Data excerpts:
▼

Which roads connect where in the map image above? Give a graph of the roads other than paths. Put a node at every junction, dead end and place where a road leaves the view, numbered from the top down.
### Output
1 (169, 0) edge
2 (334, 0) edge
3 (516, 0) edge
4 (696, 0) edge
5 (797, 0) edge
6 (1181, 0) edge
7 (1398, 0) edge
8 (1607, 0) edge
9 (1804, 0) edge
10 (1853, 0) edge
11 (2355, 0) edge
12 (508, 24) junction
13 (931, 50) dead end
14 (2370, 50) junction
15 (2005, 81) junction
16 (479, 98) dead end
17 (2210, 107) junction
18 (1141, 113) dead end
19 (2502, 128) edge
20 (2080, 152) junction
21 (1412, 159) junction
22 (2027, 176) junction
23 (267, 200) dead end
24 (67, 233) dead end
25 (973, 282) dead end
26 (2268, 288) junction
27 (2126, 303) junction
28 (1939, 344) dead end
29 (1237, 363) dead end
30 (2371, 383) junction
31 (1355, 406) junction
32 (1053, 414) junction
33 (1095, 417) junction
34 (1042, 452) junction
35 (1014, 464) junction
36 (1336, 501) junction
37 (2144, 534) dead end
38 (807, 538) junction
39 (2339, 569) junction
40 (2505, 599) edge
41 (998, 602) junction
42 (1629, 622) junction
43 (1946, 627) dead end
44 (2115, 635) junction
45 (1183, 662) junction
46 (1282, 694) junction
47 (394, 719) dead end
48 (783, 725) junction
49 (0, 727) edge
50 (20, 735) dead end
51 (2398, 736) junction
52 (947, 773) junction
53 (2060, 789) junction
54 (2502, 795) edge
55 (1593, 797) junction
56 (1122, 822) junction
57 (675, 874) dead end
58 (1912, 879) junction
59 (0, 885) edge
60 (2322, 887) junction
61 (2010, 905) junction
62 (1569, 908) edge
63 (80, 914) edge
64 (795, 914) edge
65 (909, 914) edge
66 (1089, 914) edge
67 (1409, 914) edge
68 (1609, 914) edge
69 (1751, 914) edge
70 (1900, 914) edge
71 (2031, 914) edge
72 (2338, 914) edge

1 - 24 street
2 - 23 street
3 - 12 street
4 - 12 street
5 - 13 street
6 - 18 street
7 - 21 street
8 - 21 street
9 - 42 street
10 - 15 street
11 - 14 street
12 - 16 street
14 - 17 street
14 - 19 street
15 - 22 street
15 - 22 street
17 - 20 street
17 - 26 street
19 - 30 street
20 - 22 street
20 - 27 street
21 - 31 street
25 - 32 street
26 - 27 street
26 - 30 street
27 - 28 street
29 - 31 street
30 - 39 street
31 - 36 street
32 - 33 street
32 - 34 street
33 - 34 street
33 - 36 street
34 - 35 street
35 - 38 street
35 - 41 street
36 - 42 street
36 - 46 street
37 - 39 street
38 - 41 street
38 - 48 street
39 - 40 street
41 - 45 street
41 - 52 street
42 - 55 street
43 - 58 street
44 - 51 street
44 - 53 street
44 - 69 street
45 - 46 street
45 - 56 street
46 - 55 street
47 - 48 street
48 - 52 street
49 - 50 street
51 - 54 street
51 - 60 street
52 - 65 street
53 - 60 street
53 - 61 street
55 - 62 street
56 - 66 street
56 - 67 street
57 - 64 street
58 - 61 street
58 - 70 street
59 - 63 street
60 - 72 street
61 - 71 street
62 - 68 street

▲

Goal of the exercise: Please return the data above exactly as given.

Solution to the problem:
Which roads connect where in the map image above? Give a graph of the roads other than paths. Put a node at every junction, dead end and place where a road leaves the view, numbered from the top down.
### Output
1 (169, 0) edge
2 (334, 0) edge
3 (516, 0) edge
4 (696, 0) edge
5 (797, 0) edge
6 (1181, 0) edge
7 (1398, 0) edge
8 (1607, 0) edge
9 (1804, 0) edge
10 (1853, 0) edge
11 (2355, 0) edge
12 (508, 24) junction
13 (931, 50) dead end
14 (2370, 50) junction
15 (2005, 81) junction
16 (479, 98) dead end
17 (2210, 107) junction
18 (1141, 113) dead end
19 (2502, 128) edge
20 (2080, 152) junction
21 (1412, 159) junction
22 (2027, 176) junction
23 (267, 200) dead end
24 (67, 233) dead end
25 (973, 282) dead end
26 (2268, 288) junction
27 (2126, 303) junction
28 (1939, 344) dead end
29 (1237, 363) dead end
30 (2371, 383) junction
31 (1355, 406) junction
32 (1053, 414) junction
33 (1095, 417) junction
34 (1042, 452) junction
35 (1014, 464) junction
36 (1336, 501) junction
37 (2144, 534) dead end
38 (807, 538) junction
39 (2339, 569) junction
40 (2505, 599) edge
41 (998, 602) junction
42 (1629, 622) junction
43 (1946, 627) dead end
44 (2115, 635) junction
45 (1183, 662) junction
46 (1282, 694) junction
47 (394, 719) dead end
48 (783, 725) junction
49 (0, 727) edge
50 (20, 735) dead end
51 (2398, 736) junction
52 (947, 773) junction
53 (2060, 789) junction
54 (2502, 795) edge
55 (1593, 797) junction
56 (1122, 822) junction
57 (675, 874) dead end
58 (1912, 879) junction
59 (0, 885) edge
60 (2322, 887) junction
61 (2010, 905) junction
62 (1569, 908) edge
63 (80, 914) edge
64 (795, 914) edge
65 (909, 914) edge
66 (1089, 914) edge
67 (1409, 914) edge
68 (1609, 914) edge
69 (1751, 914) edge
70 (1900, 914) edge
71 (2031, 914) edge
72 (2338, 914) edge

1 - 24 street
2 - 23 street
3 - 12 street
4 - 12 street
5 - 13 street
6 - 18 street
7 - 21 street
8 - 21 street
9 - 42 street
10 - 15 street
11 - 14 street
12 - 16 street
14 - 17 street
14 - 19 street
15 - 22 street
15 - 22 street
17 - 20 street
17 - 26 street
19 - 30 street
20 - 22 street
20 - 27 street
21 - 31 street
25 - 32 street
26 - 27 street
26 - 30 street
27 - 28 street
29 - 31 street
30 - 39 street
31 - 36 street
32 - 33 street
32 - 34 street
33 - 34 street
33 - 36 street
34 - 35 street
35 - 38 street
35 - 41 street
36 - 42 street
36 - 46 street
37 - 39 street
38 - 41 street
38 - 48 street
39 - 40 street
41 - 45 street
41 - 52 street
42 - 55 street
43 - 58 street
44 - 51 street
44 - 53 street
44 - 69 street
45 - 46 street
45 - 56 street
46 - 55 street
47 - 48 street
48 - 52 street
49 - 50 street
51 - 54 street
51 - 60 street
52 - 65 street
53 - 60 street
53 - 61 street
55 - 62 street
56 - 66 street
56 - 67 street
57 - 64 street
58 - 61 street
58 - 70 street
59 - 63 street
60 - 72 street
61 - 71 street
62 - 68 street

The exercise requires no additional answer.